→ Task goal: All of the data should be reproduced word for word, though its pictures must be omitted.

(Collection entries)
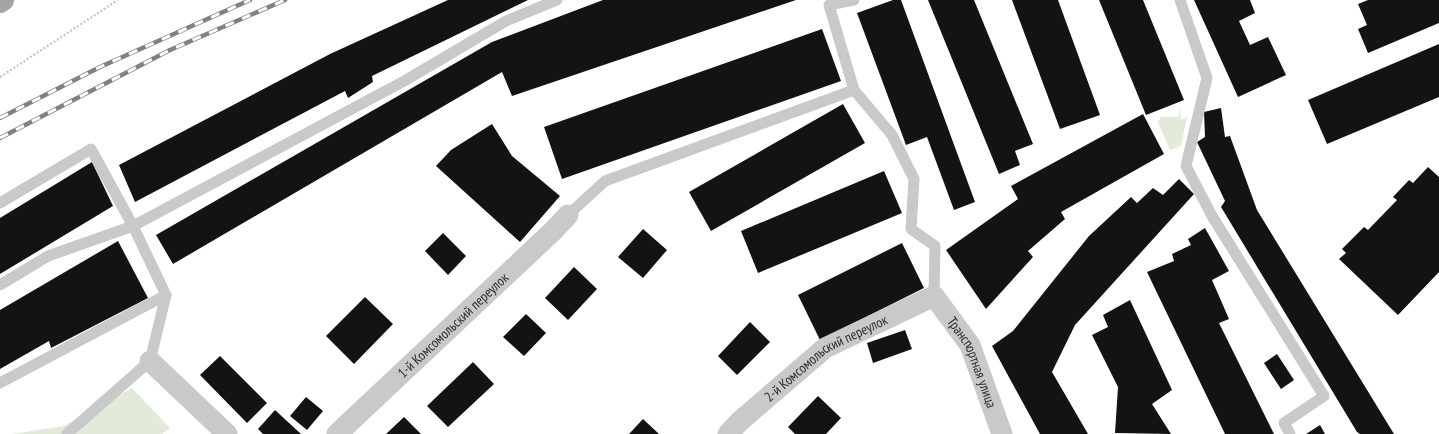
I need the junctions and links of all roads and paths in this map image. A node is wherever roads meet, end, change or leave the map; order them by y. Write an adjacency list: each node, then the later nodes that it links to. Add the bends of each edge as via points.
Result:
1 (3, 0): 6 (main road)
2 (118, 0): 7 (path)
3 (557, 0): 11 (lane, via 506,21 406,80)
4 (854, 0): 8 (lane, via 829,5)
5 (1180, 0): 22 (lane, via 1207,78 1186,166 1212,216 1324,396 1284,423)
6 (0, 2)
7 (0, 77)
8 (854, 90): 10 (lane, via 605,181); 14 (lane, via 892,135 914,179 911,229 935,246)
9 (0, 203): 11 (lane, via 91,149)
10 (568, 215): 19 (street, 1-й Комсомольский переулок)
11 (133, 226): 12 (lane, via 48,256); 13 (lane)
12 (0, 286)
13 (166, 296): 15 (lane); 16 (lane)
14 (934, 296): 20 (street, 2-й Комсомольский переулок, via 825,348); 21 (street, Транспортная улица, via 970,345)
15 (150, 361): 17 (lane); 18 (street)
16 (0, 383)
17 (67, 434)
18 (227, 434)
19 (338, 434)
20 (728, 434)
21 (1002, 434)
22 (1290, 434)

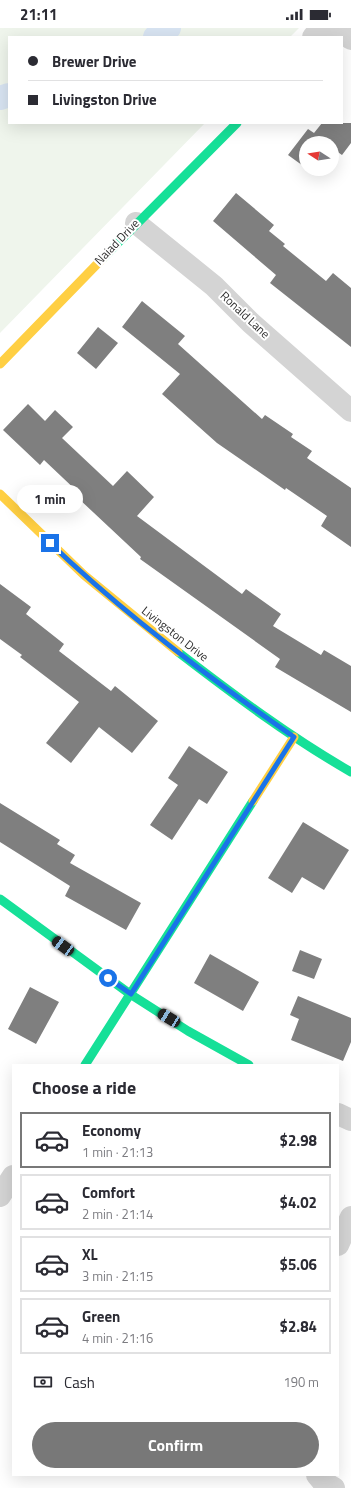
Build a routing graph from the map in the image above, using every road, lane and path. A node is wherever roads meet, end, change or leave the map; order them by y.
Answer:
1 (321, 28) edge
2 (336, 28) edge
3 (314, 36) edge
4 (351, 39) edge
5 (236, 124) edge
6 (136, 223) junction
7 (0, 364) edge
8 (351, 411) edge
9 (0, 494) edge
10 (294, 737) junction
11 (351, 772) edge
12 (0, 899) edge
13 (131, 994) junction
14 (86, 1064) edge
15 (247, 1064) edge
16 (339, 1114) edge
17 (351, 1120) edge
18 (12, 1178) edge
19 (0, 1196) edge
20 (351, 1217) edge
21 (339, 1243) edge
22 (318, 1476) edge
23 (334, 1488) edge

1 - 3 street
2 - 4 street
5 - 6 street, Naiad Drive
6 - 7 street, Naiad Drive
6 - 8 street, Ronald Lane
9 - 10 street, Livingston Drive
10 - 11 street, Livingston Drive
10 - 13 street
12 - 13 street
13 - 14 street
13 - 15 street
16 - 17 street
18 - 19 street
20 - 21 street
22 - 23 street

→ Output:
I need the junctions and links of all roads and paths in this map image. A node is wherever roads meet, end, change or leave the map; order them by y. Write an adjacency list: each node, then the later nodes that it links to. Add the bends of each edge as via points.
Result:
1 (3, 0): 6 (main road)
2 (118, 0): 7 (path)
3 (557, 0): 11 (lane, via 506,21 406,80)
4 (854, 0): 8 (lane, via 829,5)
5 (1180, 0): 22 (lane, via 1207,78 1186,166 1212,216 1324,396 1284,423)
6 (0, 2)
7 (0, 77)
8 (854, 90): 10 (lane, via 605,181); 14 (lane, via 892,135 914,179 911,229 935,246)
9 (0, 203): 11 (lane, via 91,149)
10 (568, 215): 19 (street, 1-й Комсомольский переулок)
11 (133, 226): 12 (lane, via 48,256); 13 (lane)
12 (0, 286)
13 (166, 296): 15 (lane); 16 (lane)
14 (934, 296): 20 (street, 2-й Комсомольский переулок, via 825,348); 21 (street, Транспортная улица, via 970,345)
15 (150, 361): 17 (lane); 18 (street)
16 (0, 383)
17 (67, 434)
18 (227, 434)
19 (338, 434)
20 (728, 434)
21 (1002, 434)
22 (1290, 434)

Build a routing graph from the map in the image above, using every road, lane and path. A node is wherever roads meet, end, change or leave the map; order them by y.
Answer:
1 (321, 28) edge
2 (336, 28) edge
3 (314, 36) edge
4 (351, 39) edge
5 (236, 124) edge
6 (136, 223) junction
7 (0, 364) edge
8 (351, 411) edge
9 (0, 494) edge
10 (294, 737) junction
11 (351, 772) edge
12 (0, 899) edge
13 (131, 994) junction
14 (86, 1064) edge
15 (247, 1064) edge
16 (339, 1114) edge
17 (351, 1120) edge
18 (12, 1178) edge
19 (0, 1196) edge
20 (351, 1217) edge
21 (339, 1243) edge
22 (318, 1476) edge
23 (334, 1488) edge

1 - 3 street
2 - 4 street
5 - 6 street, Naiad Drive
6 - 7 street, Naiad Drive
6 - 8 street, Ronald Lane
9 - 10 street, Livingston Drive
10 - 11 street, Livingston Drive
10 - 13 street
12 - 13 street
13 - 14 street
13 - 15 street
16 - 17 street
18 - 19 street
20 - 21 street
22 - 23 street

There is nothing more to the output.